I can’t breathe right, and I’m gripping the steering wheel with everything I have. Blood’s running down my knuckles, but the damage wasn’t enough. Not nearly enough to block out the mess in my head.

  Bishop sits in silence as I fly toward the school. It’s only about ten miles or so, but the road is windy up here. Bitty slides sideways on a steep curve, and Bishop doesn’t even suck in a breath.

  “What the hell are you doing in here?” I ask.

  “Making sure you don’t break your truck on the way to school.”

  I’m sure he wants me to react, but I don’t. My chest feels different, though. Like I might be able to breathe.

  “Watch the steering wheel. Your handprints might never come out.” He chuckles, but his eyes are wide enough that I know he’s also worried about me. Trying to distract me like he did when I got my tattoo yesterday.

  My morning crashes in, and my chest feels emptied out. “She didn’t… I mean, she never said anything. Ever. And now I don’t know if I’ve been dealing with all the extra stuff at home because she needs to work or because of Ben. And I wouldn’t have even minded her seeing him if she was fucking telling me the truth.”

  Bishop’s silent for a moment. “I’m sorry.”

  I suck in a breath, trying to slow down my heart. “Please. You should be telling me that it’s not a big deal. If I don’t care that she’s dating the guy, what does it matter?” Only it does matter because Mom and I used to talk, and I’m not sure what changed.

  Bishop rests his hand on my leg. “I don’t need to tell you stuff you already know. She kept something huge from you. That’s not cool.” His face falls for a moment before he recovers.

  And hearing him say it that way cuts into me hard. I’ve been left at home alone night after night to deal with Gramps, and did not go out with my friends, because Mom would rather spend time with Ben than me. Now I’m blinking in a bad effort of trying not to cry in front of Bishop.

  He gives my thigh a squeeze. “You’re like me. You’re hurt, but it’s easier to be pissed.”

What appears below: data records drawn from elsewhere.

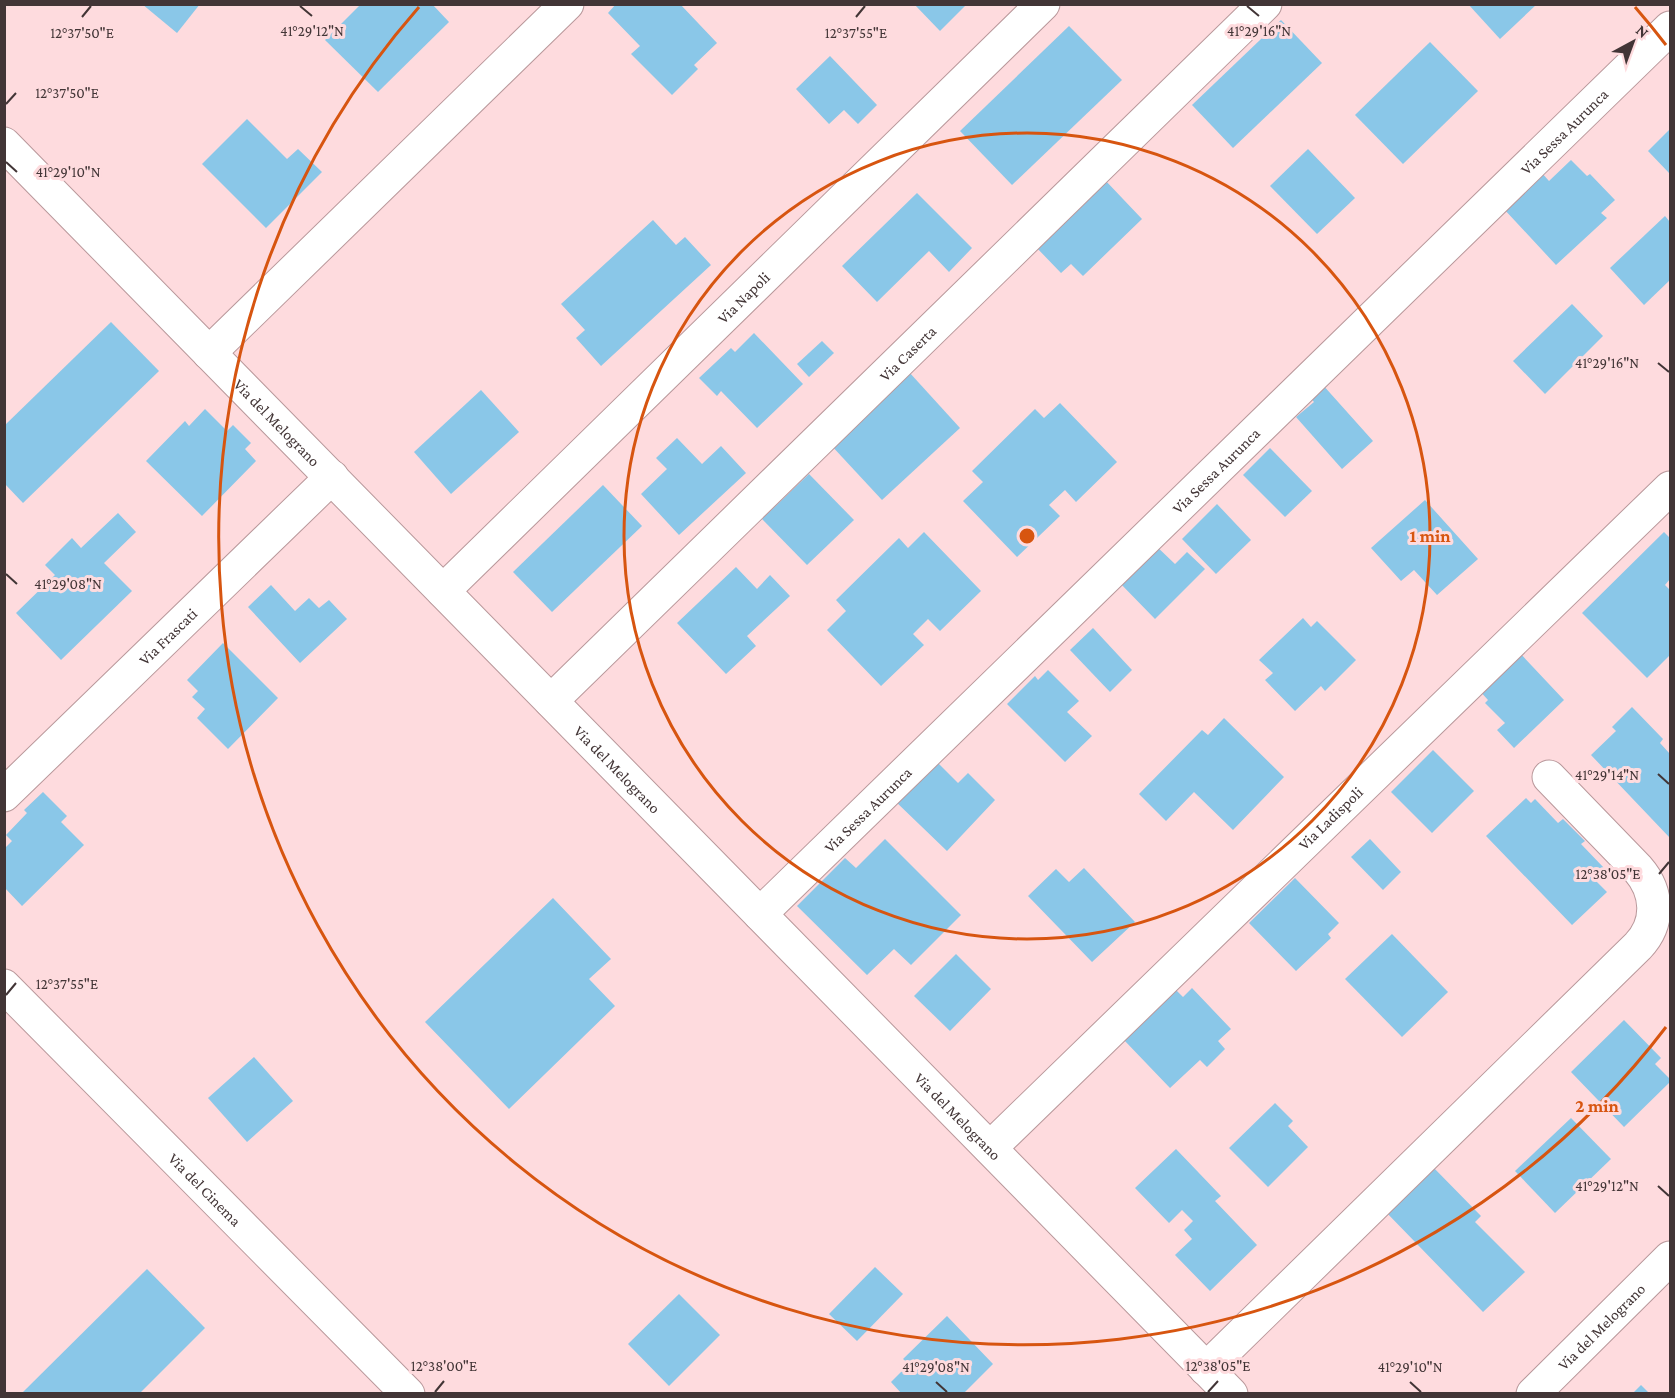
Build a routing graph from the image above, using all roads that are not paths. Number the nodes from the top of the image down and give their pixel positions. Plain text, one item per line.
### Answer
1 (567, 4) edge
2 (1043, 4) edge
3 (1264, 4) edge
4 (1671, 28) edge
5 (4, 144) edge
6 (209, 352) junction
7 (332, 477) junction
8 (1670, 489) edge
9 (443, 591) junction
10 (551, 701) junction
11 (1549, 777) dead end
12 (4, 795) edge
13 (760, 914) junction
14 (4, 986) edge
15 (990, 1148) junction
16 (1671, 1258) edge
17 (1206, 1369) junction
18 (408, 1394) edge
19 (1231, 1394) edge
20 (1533, 1394) edge

1 - 6 street
2 - 9 street, Via Napoli
3 - 10 street, Via Caserta
4 - 13 street, Via Sessa Aurunca
5 - 6 street, Via del Melograno
6 - 7 street, Via del Melograno
7 - 9 street, Via del Melograno
7 - 12 street, Via Frascati
8 - 15 street, Via Ladispoli
9 - 10 street, Via del Melograno
10 - 13 street, Via del Melograno
11 - 17 street
13 - 15 street, Via del Melograno
14 - 18 street, Via del Cinema
15 - 17 street, Via del Melograno
16 - 20 street, Via del Melograno
17 - 19 street, Via del Melograno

  Warmth spreads through me because I know he gets it. Just like he gets my need to stay in Alaska and play with the guys. Like he gets everything about me. “What are you?” I try to wipe my tears without it being obvious, but I’m sure I fail. “A shrink?” I’m still confused and a little angry and a lot hurt, but better.

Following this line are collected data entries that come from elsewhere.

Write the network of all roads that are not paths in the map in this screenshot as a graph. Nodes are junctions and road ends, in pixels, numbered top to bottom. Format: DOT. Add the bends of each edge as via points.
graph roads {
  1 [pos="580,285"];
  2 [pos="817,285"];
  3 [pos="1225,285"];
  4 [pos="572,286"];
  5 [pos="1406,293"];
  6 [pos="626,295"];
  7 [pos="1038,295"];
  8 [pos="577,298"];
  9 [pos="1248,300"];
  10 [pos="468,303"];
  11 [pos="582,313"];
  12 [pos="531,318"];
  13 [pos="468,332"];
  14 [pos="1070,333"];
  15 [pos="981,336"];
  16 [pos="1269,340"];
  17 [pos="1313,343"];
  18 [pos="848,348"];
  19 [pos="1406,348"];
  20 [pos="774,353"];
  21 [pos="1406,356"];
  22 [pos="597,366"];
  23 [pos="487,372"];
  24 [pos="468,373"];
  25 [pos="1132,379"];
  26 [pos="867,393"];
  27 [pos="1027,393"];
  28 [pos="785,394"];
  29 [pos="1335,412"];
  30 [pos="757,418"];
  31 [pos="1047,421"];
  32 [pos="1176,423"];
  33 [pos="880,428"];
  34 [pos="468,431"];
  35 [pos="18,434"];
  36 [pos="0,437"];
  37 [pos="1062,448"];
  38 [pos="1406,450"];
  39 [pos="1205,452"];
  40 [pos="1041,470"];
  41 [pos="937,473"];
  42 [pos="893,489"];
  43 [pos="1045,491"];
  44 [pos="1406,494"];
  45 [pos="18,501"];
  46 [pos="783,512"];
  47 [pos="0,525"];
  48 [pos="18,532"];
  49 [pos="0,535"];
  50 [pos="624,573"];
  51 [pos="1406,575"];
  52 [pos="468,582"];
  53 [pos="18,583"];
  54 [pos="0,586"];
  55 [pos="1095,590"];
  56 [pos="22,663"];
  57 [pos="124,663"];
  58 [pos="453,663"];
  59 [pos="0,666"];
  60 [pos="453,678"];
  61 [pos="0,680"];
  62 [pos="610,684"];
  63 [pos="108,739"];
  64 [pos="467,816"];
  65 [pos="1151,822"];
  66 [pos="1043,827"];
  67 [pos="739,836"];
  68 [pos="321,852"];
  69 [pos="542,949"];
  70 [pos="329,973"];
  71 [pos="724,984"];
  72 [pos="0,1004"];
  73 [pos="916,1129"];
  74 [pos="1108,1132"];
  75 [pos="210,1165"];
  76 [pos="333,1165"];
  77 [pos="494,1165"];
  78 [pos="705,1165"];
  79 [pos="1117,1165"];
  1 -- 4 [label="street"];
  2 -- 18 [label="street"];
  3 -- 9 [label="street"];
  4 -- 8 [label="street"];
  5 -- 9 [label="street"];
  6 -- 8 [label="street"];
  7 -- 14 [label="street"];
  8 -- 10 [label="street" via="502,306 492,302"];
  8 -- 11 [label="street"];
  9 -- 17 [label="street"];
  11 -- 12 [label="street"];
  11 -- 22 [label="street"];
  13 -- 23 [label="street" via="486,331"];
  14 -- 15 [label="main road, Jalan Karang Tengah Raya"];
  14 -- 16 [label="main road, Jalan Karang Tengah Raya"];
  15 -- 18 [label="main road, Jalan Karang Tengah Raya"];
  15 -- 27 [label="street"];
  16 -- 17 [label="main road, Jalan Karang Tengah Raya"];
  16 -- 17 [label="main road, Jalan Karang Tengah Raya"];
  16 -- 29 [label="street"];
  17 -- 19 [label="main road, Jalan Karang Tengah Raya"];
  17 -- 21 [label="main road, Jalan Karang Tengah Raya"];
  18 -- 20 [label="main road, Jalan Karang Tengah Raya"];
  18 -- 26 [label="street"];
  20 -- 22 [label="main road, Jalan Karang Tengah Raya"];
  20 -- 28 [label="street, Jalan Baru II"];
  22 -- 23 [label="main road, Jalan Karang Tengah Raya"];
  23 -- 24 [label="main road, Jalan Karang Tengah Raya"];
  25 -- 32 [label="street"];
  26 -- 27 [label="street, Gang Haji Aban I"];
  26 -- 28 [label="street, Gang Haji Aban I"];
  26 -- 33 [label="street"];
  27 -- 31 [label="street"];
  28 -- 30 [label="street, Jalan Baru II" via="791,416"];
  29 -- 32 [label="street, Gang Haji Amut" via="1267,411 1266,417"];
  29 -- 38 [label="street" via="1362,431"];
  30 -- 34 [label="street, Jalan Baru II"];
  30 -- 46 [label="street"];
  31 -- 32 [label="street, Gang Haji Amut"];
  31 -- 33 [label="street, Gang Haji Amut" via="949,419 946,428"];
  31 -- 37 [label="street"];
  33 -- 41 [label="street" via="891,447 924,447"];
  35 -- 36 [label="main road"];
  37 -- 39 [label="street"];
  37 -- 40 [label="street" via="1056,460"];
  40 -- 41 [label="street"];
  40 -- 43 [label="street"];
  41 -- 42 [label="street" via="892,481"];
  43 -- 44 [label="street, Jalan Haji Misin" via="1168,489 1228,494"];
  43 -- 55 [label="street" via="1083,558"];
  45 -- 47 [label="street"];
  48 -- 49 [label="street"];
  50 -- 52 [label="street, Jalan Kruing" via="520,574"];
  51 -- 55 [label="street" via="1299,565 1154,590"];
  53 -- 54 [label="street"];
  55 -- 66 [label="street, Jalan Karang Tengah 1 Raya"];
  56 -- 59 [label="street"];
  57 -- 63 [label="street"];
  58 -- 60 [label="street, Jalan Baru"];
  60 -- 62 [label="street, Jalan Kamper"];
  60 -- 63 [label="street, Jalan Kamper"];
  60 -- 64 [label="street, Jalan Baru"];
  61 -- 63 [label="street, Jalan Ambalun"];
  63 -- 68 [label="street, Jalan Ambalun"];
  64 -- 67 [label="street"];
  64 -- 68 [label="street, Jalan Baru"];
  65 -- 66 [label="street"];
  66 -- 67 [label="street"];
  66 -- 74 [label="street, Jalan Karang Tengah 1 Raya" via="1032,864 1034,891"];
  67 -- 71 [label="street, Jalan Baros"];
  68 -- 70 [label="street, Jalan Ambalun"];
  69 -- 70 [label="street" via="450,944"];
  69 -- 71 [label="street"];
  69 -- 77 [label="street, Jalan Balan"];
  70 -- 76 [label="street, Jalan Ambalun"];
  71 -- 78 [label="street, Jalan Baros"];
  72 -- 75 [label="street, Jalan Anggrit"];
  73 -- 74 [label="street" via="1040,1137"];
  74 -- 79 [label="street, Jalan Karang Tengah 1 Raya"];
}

  “Nope. I just want you to know I understand. And that your mom is scary when she yells.” He pauses. “But I want you guys to get along so I can see you and for selfish reasons like she brings me clean towels, and I don’t want one that’s used for a dog or something.”

  I love that he’s trying to make me laugh right now.

  “I feel like such…just wimpy.” I slide low in my seat. “This isn’t like me.”

  “Penny. How many people would bloody their knuckles before school on purpose, and still want to slam their fists into something else? You’re not wimpy.” He pauses. “I’m right, aren’t I? That you’d like a good punching bag right now?”

  “Yeah.” I let myself smile a little. “I’m going to be late for school. How did you plan on getting back?”

  He shrugs. “I don’t know. I didn’t really think about that, just wanted to make sure you were okay. I’ll hitchhike or something.”

  He didn’t think about how he’d get back because he was thinking about me.

  I pull the keys from the ignition. Am I really going to do this? No one drives Bitty. No one.

  “You can drive Bitty home, but if you scratch her, I kick your ass. And it means you’ll have to pick me up from hockey practice at about four-thirty.”

  I set the keys in his hand, and his dark brown eyes rest on mine for a moment.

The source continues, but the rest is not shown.